> Work order
Could you give the data below again, exactly and completely?

Dataset entries
Segment Open

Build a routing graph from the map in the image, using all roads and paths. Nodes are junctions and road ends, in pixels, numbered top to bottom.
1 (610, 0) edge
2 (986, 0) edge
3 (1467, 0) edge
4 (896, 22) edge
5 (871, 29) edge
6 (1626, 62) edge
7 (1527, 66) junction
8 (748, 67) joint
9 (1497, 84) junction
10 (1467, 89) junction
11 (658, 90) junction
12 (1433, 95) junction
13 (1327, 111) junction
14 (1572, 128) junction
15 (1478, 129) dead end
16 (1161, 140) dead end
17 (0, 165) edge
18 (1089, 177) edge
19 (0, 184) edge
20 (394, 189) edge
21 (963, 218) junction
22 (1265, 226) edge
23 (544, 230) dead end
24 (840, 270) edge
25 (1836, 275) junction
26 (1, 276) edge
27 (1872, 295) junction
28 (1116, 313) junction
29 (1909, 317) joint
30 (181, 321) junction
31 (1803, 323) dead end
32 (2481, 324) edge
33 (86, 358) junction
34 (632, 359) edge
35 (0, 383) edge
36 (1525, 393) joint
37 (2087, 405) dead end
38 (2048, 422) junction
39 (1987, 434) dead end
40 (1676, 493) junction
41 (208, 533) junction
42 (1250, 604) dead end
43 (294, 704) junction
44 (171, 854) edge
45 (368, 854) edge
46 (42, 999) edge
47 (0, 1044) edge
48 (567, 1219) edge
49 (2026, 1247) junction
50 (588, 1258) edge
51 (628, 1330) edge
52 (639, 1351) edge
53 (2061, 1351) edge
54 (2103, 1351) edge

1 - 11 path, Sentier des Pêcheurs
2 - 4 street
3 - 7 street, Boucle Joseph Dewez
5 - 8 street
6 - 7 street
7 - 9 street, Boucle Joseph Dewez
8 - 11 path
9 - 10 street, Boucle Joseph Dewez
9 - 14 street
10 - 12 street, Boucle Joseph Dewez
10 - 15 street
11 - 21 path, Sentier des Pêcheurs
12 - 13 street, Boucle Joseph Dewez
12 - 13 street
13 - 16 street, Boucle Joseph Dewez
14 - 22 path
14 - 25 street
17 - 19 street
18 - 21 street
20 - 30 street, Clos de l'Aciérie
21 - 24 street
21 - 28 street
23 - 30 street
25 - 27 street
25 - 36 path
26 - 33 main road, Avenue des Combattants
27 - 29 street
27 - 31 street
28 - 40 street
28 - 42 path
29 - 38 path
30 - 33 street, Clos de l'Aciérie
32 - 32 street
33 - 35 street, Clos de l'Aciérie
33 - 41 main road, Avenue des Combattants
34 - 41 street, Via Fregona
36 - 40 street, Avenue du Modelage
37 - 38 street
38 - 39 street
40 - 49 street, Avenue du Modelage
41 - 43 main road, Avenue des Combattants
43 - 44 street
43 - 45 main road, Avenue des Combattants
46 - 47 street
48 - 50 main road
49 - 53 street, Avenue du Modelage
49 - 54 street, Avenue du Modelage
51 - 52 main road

Segment Closed

> Task solution
Build a routing graph from the map in the image, using all roads and paths. Nodes are junctions and road ends, in pixels, numbered top to bottom.
1 (610, 0) edge
2 (986, 0) edge
3 (1467, 0) edge
4 (896, 22) edge
5 (871, 29) edge
6 (1626, 62) edge
7 (1527, 66) junction
8 (748, 67) joint
9 (1497, 84) junction
10 (1467, 89) junction
11 (658, 90) junction
12 (1433, 95) junction
13 (1327, 111) junction
14 (1572, 128) junction
15 (1478, 129) dead end
16 (1161, 140) dead end
17 (0, 165) edge
18 (1089, 177) edge
19 (0, 184) edge
20 (394, 189) edge
21 (963, 218) junction
22 (1265, 226) edge
23 (544, 230) dead end
24 (840, 270) edge
25 (1836, 275) junction
26 (1, 276) edge
27 (1872, 295) junction
28 (1116, 313) junction
29 (1909, 317) joint
30 (181, 321) junction
31 (1803, 323) dead end
32 (2481, 324) edge
33 (86, 358) junction
34 (632, 359) edge
35 (0, 383) edge
36 (1525, 393) joint
37 (2087, 405) dead end
38 (2048, 422) junction
39 (1987, 434) dead end
40 (1676, 493) junction
41 (208, 533) junction
42 (1250, 604) dead end
43 (294, 704) junction
44 (171, 854) edge
45 (368, 854) edge
46 (42, 999) edge
47 (0, 1044) edge
48 (567, 1219) edge
49 (2026, 1247) junction
50 (588, 1258) edge
51 (628, 1330) edge
52 (639, 1351) edge
53 (2061, 1351) edge
54 (2103, 1351) edge

1 - 11 path, Sentier des Pêcheurs
2 - 4 street
3 - 7 street, Boucle Joseph Dewez
5 - 8 street
6 - 7 street
7 - 9 street, Boucle Joseph Dewez
8 - 11 path
9 - 10 street, Boucle Joseph Dewez
9 - 14 street
10 - 12 street, Boucle Joseph Dewez
10 - 15 street
11 - 21 path, Sentier des Pêcheurs
12 - 13 street, Boucle Joseph Dewez
12 - 13 street
13 - 16 street, Boucle Joseph Dewez
14 - 22 path
14 - 25 street
17 - 19 street
18 - 21 street
20 - 30 street, Clos de l'Aciérie
21 - 24 street
21 - 28 street
23 - 30 street
25 - 27 street
25 - 36 path
26 - 33 main road, Avenue des Combattants
27 - 29 street
27 - 31 street
28 - 40 street
28 - 42 path
29 - 38 path
30 - 33 street, Clos de l'Aciérie
32 - 32 street
33 - 35 street, Clos de l'Aciérie
33 - 41 main road, Avenue des Combattants
34 - 41 street, Via Fregona
36 - 40 street, Avenue du Modelage
37 - 38 street
38 - 39 street
40 - 49 street, Avenue du Modelage
41 - 43 main road, Avenue des Combattants
43 - 44 street
43 - 45 main road, Avenue des Combattants
46 - 47 street
48 - 50 main road
49 - 53 street, Avenue du Modelage
49 - 54 street, Avenue du Modelage
51 - 52 main road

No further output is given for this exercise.